Create new cluster. — create_cluster_and

This is a long-running operation, which blocks until Clusters on Databricks reach RUNNING state with the timeout of 20 minutes, that you can change via timeout parameter. By default, the state of Databricks Clusters is reported to console. You can change this behavior by changing the callback parameter.

Usage

create_cluster_and_wait(
  client,
  spark_version,
  apply_policy_default_values = NULL,
  autoscale = NULL,
  autotermination_minutes = NULL,
  aws_attributes = NULL,
  azure_attributes = NULL,
  cluster_log_conf = NULL,
  cluster_name = NULL,
  cluster_source = NULL,
  custom_tags = NULL,
  data_security_mode = NULL,
  docker_image = NULL,
  driver_instance_pool_id = NULL,
  driver_node_type_id = NULL,
  enable_elastic_disk = NULL,
  enable_local_disk_encryption = NULL,
  gcp_attributes = NULL,
  init_scripts = NULL,
  instance_pool_id = NULL,
  node_type_id = NULL,
  num_workers = NULL,
  policy_id = NULL,
  runtime_engine = NULL,
  single_user_name = NULL,
  spark_conf = NULL,
  spark_env_vars = NULL,
  ssh_public_keys = NULL,
  workload_type = NULL,
  timeout = 20,
  callback = cli_reporter
)

Arguments

client: Required. Instance of DatabricksClient()
spark_version: Required. The Spark version of the cluster, e.g.
apply_policy_default_values: This field has no description yet.
autoscale: Parameters needed in order to automatically scale clusters up and down based on load.
autotermination_minutes: Automatically terminates the cluster after it is inactive for this time in minutes.
aws_attributes: Attributes related to clusters running on Amazon Web Services.
azure_attributes: Attributes related to clusters running on Microsoft Azure.
cluster_log_conf: The configuration for delivering spark logs to a long-term storage destination.
cluster_name: Cluster name requested by the user.
cluster_source: Determines whether the cluster was created by a user through the UI, created by the Databricks Jobs Scheduler, or through an API request.
custom_tags: Additional tags for cluster resources.
data_security_mode: Data security mode decides what data governance model to use when accessing data from a cluster.
docker_image: This field has no description yet.
driver_instance_pool_id: The optional ID of the instance pool for the driver of the cluster belongs.
driver_node_type_id: The node type of the Spark driver.
enable_elastic_disk: Autoscaling Local Storage: when enabled, this cluster will dynamically acquire additional disk space when its Spark workers are running low on disk space.
enable_local_disk_encryption: Whether to enable LUKS on cluster VMs' local disks.
gcp_attributes: Attributes related to clusters running on Google Cloud Platform.
init_scripts: The configuration for storing init scripts.
instance_pool_id: The optional ID of the instance pool to which the cluster belongs.
node_type_id: This field encodes, through a single value, the resources available to each of the Spark nodes in this cluster.
num_workers: Number of worker nodes that this cluster should have.
policy_id: The ID of the cluster policy used to create the cluster if applicable.
runtime_engine: Decides which runtime engine to be use, e.g.
single_user_name: Single user name if data_security_mode is SINGLE_USER.
spark_conf: An object containing a set of optional, user-specified Spark configuration key-value pairs.
spark_env_vars: An object containing a set of optional, user-specified environment variable key-value pairs.
ssh_public_keys: SSH public key contents that will be added to each Spark node in this cluster.
workload_type: This field has no description yet.
timeout: Time to wait for the operation to complete in minutes.
callback: Function to report the status of the operation.
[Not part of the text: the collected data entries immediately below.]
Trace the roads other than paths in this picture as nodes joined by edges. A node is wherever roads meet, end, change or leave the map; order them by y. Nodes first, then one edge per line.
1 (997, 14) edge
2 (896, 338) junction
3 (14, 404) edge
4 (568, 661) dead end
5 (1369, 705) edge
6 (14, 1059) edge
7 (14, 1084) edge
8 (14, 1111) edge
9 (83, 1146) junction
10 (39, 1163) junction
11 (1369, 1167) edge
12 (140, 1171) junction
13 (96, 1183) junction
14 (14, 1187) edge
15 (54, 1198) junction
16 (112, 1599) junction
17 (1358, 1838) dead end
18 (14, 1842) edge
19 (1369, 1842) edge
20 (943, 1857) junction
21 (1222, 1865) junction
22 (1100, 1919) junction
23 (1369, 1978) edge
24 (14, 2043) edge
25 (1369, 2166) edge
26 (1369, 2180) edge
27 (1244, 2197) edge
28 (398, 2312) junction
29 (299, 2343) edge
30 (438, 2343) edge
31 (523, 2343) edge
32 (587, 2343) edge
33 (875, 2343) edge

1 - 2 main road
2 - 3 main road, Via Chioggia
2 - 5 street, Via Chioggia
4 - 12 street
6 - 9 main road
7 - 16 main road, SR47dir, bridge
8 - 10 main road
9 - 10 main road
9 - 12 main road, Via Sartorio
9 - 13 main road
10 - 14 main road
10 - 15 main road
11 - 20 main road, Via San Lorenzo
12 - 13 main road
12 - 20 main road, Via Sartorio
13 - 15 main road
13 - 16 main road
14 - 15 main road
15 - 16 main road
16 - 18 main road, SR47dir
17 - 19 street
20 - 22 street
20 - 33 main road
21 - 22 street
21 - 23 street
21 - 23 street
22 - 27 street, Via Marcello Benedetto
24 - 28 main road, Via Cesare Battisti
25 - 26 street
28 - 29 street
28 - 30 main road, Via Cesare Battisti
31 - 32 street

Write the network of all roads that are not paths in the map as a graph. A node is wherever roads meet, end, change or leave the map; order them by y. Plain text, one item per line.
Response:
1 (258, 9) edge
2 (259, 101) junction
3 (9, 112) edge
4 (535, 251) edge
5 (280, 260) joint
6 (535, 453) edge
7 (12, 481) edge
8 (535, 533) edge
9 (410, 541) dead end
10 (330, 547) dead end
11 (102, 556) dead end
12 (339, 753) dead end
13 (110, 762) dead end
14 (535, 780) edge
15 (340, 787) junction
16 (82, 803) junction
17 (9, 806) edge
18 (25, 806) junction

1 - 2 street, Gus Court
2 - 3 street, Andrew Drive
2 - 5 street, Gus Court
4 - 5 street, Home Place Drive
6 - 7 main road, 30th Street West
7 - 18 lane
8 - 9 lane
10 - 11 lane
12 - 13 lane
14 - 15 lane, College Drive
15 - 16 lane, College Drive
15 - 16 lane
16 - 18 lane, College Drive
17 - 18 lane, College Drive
By default, it reports to console.

Details

Creates a new Spark cluster. This method will acquire new instances from the cloud provider if necessary. Note: Databricks may not be able to acquire some of the requested nodes, due to cloud provider limitations (account limits, spot price, etc.) or transient network issues.

If Databricks acquires at least 85% of the requested on-demand nodes, cluster creation will succeed. Otherwise the cluster will terminate with an informative error message.